There’s an art to telling tall tales

The weather outside was not frightful, I mean, it is Northern California after all, which meant a t-shirt and shorts for the gentleman, and a tank top and yoga pants for the lady. None of which is offered as a judgement, merely as an observation.

Drinks had been ordered, and drinks had been made, and delivered, the only thing left was their quiet enjoyment.

Much is made about drinks these days, and sure drinks are important in the fluidic environs of a local bar. But more important than the potables and the sometimes portentous production of such, is the atmosphere that surrounds them. Much like the difference between a cafeteria and a restaurant, where one is designed simply to eat while the other offers dining, most bars are designed for socializing not just drinking, at least the really good ones are. They ain’t called social clubs for nothing.

And the best way to socialize is to converse. And it was during this conversing, someone had brought up Buddhism. Don’t ask me how or why, because I couldn’t tell you, but that is how freeform conversations go, they ebb and flow just like the crowd in a bar.

“I knew a waiter who was at Cronkite Beach once,” I said, adding an ingredient to the conversational mix.

I then relayed the story as I knew it. That waiter had been sunbathing when his foot was struck by an errant frisbee. He sat up and looked around noticing an older bald man standing in the low surf gesturing at him. His gesture was clear: “Throw it to me.”

The waiter rolled over and threw it to him. Pretty soon he and the bald gentleman were having a good old time throwing the frisbee back and forth, chasing down errant throws, and demonstrating different catching techniques. The two men never spoke but communicated purely through the joy of flinging a spinning disk at each other.

After about a half an hour, two more bald men appeared. And then a fourth, and a fifth. Then came a woman with a close shaved head. Eventually the waiter and the original man broke off their game as a crowd began to form. It swelled and swelled until there were several hundred people on the beach.

I took a break from my story, made a drink for the hipster couple at the end of the bar, changed the channel on the TV for another couple before finally returning to the original couple.

“Well?” said the woman in the yoga pants.

“Well, what?” I asked coyly.

“Who was the bald man?” she blurted out.

“The Dalia Lama,” I said.

“That’s a great story,” replied her companion. “I have a beach/religious figure story too,” he added.

His story involved Pope John Paul II’s visit to San Francisco in 1987.

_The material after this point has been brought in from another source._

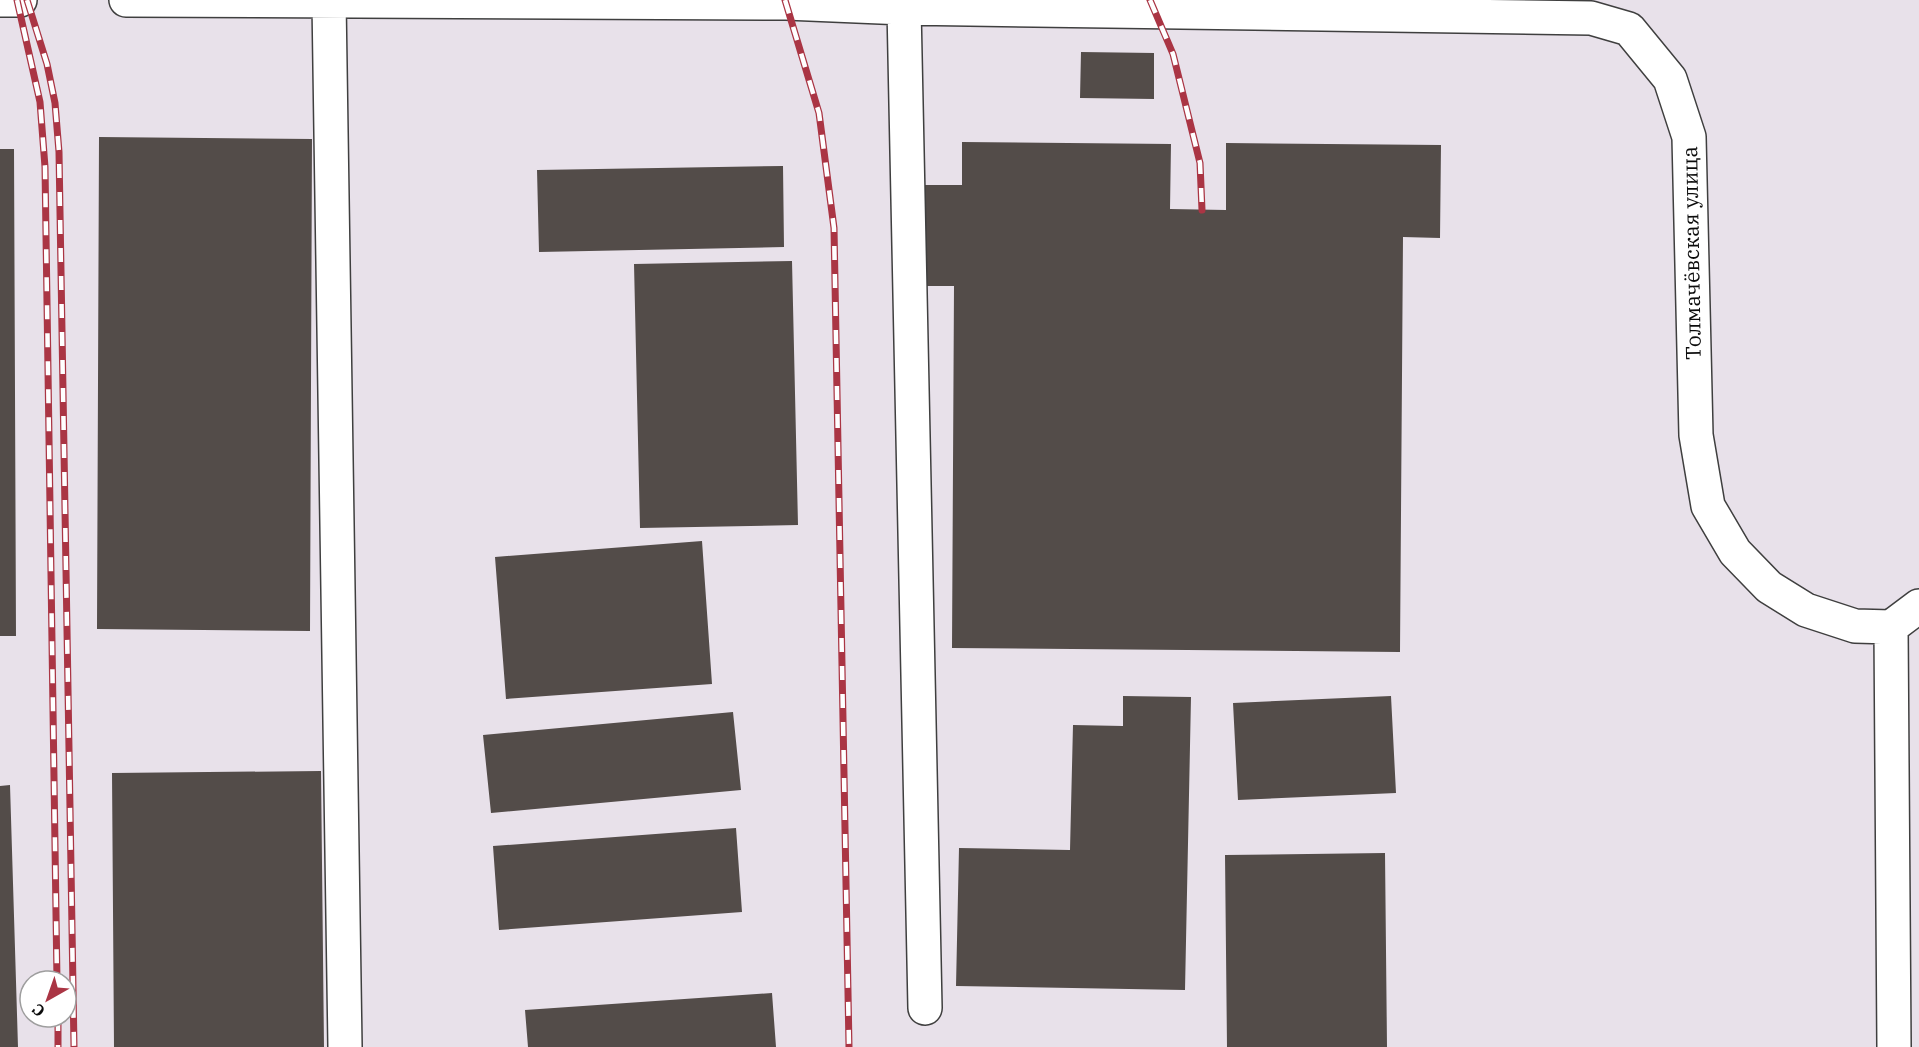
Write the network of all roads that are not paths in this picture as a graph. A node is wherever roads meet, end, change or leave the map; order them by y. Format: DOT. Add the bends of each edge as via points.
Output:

“I was out at Muir Beach and had heard that SFO was stopping all flights to get the Pope’s plane safely off,” he began.

“I was laying there soaking up the sun when I noticed a TWA 727 flying low in a slow arching turn,” he said.

Both his companion and I were now listening more intently, watching him make a slow curving motion with his hand, arching his body sideways while doing so.

“The plane was much lower than most planes and I could clearly see the windows,” he said.

I had stopped shaking what I was shaking, and she had stopped sipping what she was sipping. Even the man sitting next to them was now listening.

“I looked up through the wispy fog and saw a man sitting in the window. We made eye contact.”

The shorts clad storyteller stopped, cleared his throat, and then took a long sip of his meticulously crafted cocktail, before clearing his throat once again, following that by a much shorter sip.

“Well?” asked his companion.

“Well, what?” asked the storyteller.

“Who was it?” I asked surprised by my own impatience.

“It was the Pope, and he made a sign of blessing,” he said.

“Really?” asked his companion.

“Really?” asked I.

“Really?” asked the man sitting next to him.

“No, not really,” replied the storyteller.

“I mean, I saw the plane, but there’s no way you can see in a plane window at 2,000 feet,” he added.

He took a long sip of that same drink and smiled wickedly.

Leaving me with these thoughts:

-“Never let the facts get in the way of a good story” someone somewhere once said. And I’m sure they did it with a wicked smile.

-Atmosphere creates the best stories, just ask Hemingway, Fleming, or even Bourdain.

-Without hyperbole Mark Twain’s “whitewashing the fence” is just a story about a kid painting a fence.

-Unfortunately, I now have my doubts about that waiter’s Dalia Lama frisbee story too. Just saying.